Return every line of the data exactly as it appears.
*** Opening of Data records ***
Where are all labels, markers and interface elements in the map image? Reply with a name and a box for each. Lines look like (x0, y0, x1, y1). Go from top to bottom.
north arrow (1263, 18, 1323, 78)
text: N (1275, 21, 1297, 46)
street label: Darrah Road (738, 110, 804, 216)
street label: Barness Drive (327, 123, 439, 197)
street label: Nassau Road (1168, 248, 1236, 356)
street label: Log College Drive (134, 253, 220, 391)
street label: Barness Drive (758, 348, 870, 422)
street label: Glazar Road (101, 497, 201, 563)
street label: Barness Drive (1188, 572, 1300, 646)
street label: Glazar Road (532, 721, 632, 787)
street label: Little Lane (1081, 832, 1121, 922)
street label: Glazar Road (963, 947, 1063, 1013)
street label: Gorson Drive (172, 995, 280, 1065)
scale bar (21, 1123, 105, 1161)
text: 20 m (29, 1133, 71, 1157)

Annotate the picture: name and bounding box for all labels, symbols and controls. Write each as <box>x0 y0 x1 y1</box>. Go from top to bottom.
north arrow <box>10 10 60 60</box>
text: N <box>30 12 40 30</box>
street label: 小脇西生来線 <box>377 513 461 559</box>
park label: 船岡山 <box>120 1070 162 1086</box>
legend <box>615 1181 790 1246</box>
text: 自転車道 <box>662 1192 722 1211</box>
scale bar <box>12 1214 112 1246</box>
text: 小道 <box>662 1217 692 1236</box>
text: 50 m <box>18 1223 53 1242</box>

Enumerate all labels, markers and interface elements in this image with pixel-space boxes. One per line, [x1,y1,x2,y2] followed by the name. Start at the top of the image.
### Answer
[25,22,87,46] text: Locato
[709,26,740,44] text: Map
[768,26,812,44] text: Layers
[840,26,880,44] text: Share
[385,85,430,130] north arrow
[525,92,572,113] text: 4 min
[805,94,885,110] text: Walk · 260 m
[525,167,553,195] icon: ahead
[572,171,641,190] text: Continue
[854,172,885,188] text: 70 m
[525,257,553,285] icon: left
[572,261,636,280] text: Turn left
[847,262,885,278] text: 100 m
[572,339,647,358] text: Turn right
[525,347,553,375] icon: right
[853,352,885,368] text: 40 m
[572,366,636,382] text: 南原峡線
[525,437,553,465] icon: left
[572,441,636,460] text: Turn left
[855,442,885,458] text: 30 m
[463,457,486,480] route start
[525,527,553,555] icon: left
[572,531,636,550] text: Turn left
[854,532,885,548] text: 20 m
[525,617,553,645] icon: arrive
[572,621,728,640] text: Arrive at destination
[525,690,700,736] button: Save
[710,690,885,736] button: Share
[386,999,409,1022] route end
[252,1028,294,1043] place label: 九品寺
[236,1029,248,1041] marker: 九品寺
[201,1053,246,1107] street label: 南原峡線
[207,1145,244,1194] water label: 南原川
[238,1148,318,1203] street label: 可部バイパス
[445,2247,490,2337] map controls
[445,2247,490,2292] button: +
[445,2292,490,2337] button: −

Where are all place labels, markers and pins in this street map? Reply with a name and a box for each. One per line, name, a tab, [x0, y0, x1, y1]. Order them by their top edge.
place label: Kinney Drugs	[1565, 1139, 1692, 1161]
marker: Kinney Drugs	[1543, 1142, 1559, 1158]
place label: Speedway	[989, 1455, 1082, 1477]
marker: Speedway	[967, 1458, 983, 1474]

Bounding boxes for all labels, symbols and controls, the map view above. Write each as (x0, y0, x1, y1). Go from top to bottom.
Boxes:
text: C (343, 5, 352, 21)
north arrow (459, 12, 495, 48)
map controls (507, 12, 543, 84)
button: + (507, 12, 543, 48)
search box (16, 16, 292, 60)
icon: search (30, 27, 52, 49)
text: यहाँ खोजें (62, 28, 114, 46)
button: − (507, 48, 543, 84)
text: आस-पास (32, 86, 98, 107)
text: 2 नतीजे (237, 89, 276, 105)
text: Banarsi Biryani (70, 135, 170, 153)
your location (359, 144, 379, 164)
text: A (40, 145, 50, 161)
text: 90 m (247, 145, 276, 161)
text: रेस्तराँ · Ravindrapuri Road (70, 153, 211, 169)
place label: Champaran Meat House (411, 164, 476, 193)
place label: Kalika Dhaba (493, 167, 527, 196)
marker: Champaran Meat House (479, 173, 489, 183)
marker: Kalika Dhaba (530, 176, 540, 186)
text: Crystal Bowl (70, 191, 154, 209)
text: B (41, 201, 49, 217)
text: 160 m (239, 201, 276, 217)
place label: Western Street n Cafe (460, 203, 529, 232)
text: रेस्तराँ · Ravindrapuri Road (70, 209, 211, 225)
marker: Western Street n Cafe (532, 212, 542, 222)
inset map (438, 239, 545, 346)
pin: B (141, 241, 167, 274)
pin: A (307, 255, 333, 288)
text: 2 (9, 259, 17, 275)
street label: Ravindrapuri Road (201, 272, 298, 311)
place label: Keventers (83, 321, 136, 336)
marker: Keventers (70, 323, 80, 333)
*** Close of Data records ***
Result
Where are all labels, markers and interface elements in the map image? Reply with a name and a box for each. Lines look like (x0, y0, x1, y1). Go from top to bottom.
north arrow (1263, 18, 1323, 78)
text: N (1275, 21, 1297, 46)
street label: Darrah Road (738, 110, 804, 216)
street label: Barness Drive (327, 123, 439, 197)
street label: Nassau Road (1168, 248, 1236, 356)
street label: Log College Drive (134, 253, 220, 391)
street label: Barness Drive (758, 348, 870, 422)
street label: Glazar Road (101, 497, 201, 563)
street label: Barness Drive (1188, 572, 1300, 646)
street label: Glazar Road (532, 721, 632, 787)
street label: Little Lane (1081, 832, 1121, 922)
street label: Glazar Road (963, 947, 1063, 1013)
street label: Gorson Drive (172, 995, 280, 1065)
scale bar (21, 1123, 105, 1161)
text: 20 m (29, 1133, 71, 1157)

Annotate the picture: name and bounding box for all labels, symbols and controls. Write each as <box>x0 y0 x1 y1</box>. Go from top to bottom.
north arrow <box>10 10 60 60</box>
text: N <box>30 12 40 30</box>
street label: 小脇西生来線 <box>377 513 461 559</box>
park label: 船岡山 <box>120 1070 162 1086</box>
legend <box>615 1181 790 1246</box>
text: 自転車道 <box>662 1192 722 1211</box>
scale bar <box>12 1214 112 1246</box>
text: 小道 <box>662 1217 692 1236</box>
text: 50 m <box>18 1223 53 1242</box>

Enumerate all labels, markers and interface elements in this image with pixel-space boxes. One per line, [x1,y1,x2,y2] followed by the name. Start at the top of the image.
### Answer
[25,22,87,46] text: Locato
[709,26,740,44] text: Map
[768,26,812,44] text: Layers
[840,26,880,44] text: Share
[385,85,430,130] north arrow
[525,92,572,113] text: 4 min
[805,94,885,110] text: Walk · 260 m
[525,167,553,195] icon: ahead
[572,171,641,190] text: Continue
[854,172,885,188] text: 70 m
[525,257,553,285] icon: left
[572,261,636,280] text: Turn left
[847,262,885,278] text: 100 m
[572,339,647,358] text: Turn right
[525,347,553,375] icon: right
[853,352,885,368] text: 40 m
[572,366,636,382] text: 南原峡線
[525,437,553,465] icon: left
[572,441,636,460] text: Turn left
[855,442,885,458] text: 30 m
[463,457,486,480] route start
[525,527,553,555] icon: left
[572,531,636,550] text: Turn left
[854,532,885,548] text: 20 m
[525,617,553,645] icon: arrive
[572,621,728,640] text: Arrive at destination
[525,690,700,736] button: Save
[710,690,885,736] button: Share
[386,999,409,1022] route end
[252,1028,294,1043] place label: 九品寺
[236,1029,248,1041] marker: 九品寺
[201,1053,246,1107] street label: 南原峡線
[207,1145,244,1194] water label: 南原川
[238,1148,318,1203] street label: 可部バイパス
[445,2247,490,2337] map controls
[445,2247,490,2292] button: +
[445,2292,490,2337] button: −

Where are all place labels, markers and pins in this street map? Reply with a name and a box for each. One per line, name, a tab, [x0, y0, x1, y1]. Order them by their top edge.
place label: Kinney Drugs	[1565, 1139, 1692, 1161]
marker: Kinney Drugs	[1543, 1142, 1559, 1158]
place label: Speedway	[989, 1455, 1082, 1477]
marker: Speedway	[967, 1458, 983, 1474]

Bounding boxes for all labels, symbols and controls, the map view above. Write each as (x0, y0, x1, y1). Go from top to bottom.
Boxes:
text: C (343, 5, 352, 21)
north arrow (459, 12, 495, 48)
map controls (507, 12, 543, 84)
button: + (507, 12, 543, 48)
search box (16, 16, 292, 60)
icon: search (30, 27, 52, 49)
text: यहाँ खोजें (62, 28, 114, 46)
button: − (507, 48, 543, 84)
text: आस-पास (32, 86, 98, 107)
text: 2 नतीजे (237, 89, 276, 105)
text: Banarsi Biryani (70, 135, 170, 153)
your location (359, 144, 379, 164)
text: A (40, 145, 50, 161)
text: 90 m (247, 145, 276, 161)
text: रेस्तराँ · Ravindrapuri Road (70, 153, 211, 169)
place label: Champaran Meat House (411, 164, 476, 193)
place label: Kalika Dhaba (493, 167, 527, 196)
marker: Champaran Meat House (479, 173, 489, 183)
marker: Kalika Dhaba (530, 176, 540, 186)
text: Crystal Bowl (70, 191, 154, 209)
text: B (41, 201, 49, 217)
text: 160 m (239, 201, 276, 217)
place label: Western Street n Cafe (460, 203, 529, 232)
text: रेस्तराँ · Ravindrapuri Road (70, 209, 211, 225)
marker: Western Street n Cafe (532, 212, 542, 222)
inset map (438, 239, 545, 346)
pin: B (141, 241, 167, 274)
pin: A (307, 255, 333, 288)
text: 2 (9, 259, 17, 275)
street label: Ravindrapuri Road (201, 272, 298, 311)
place label: Keventers (83, 321, 136, 336)
marker: Keventers (70, 323, 80, 333)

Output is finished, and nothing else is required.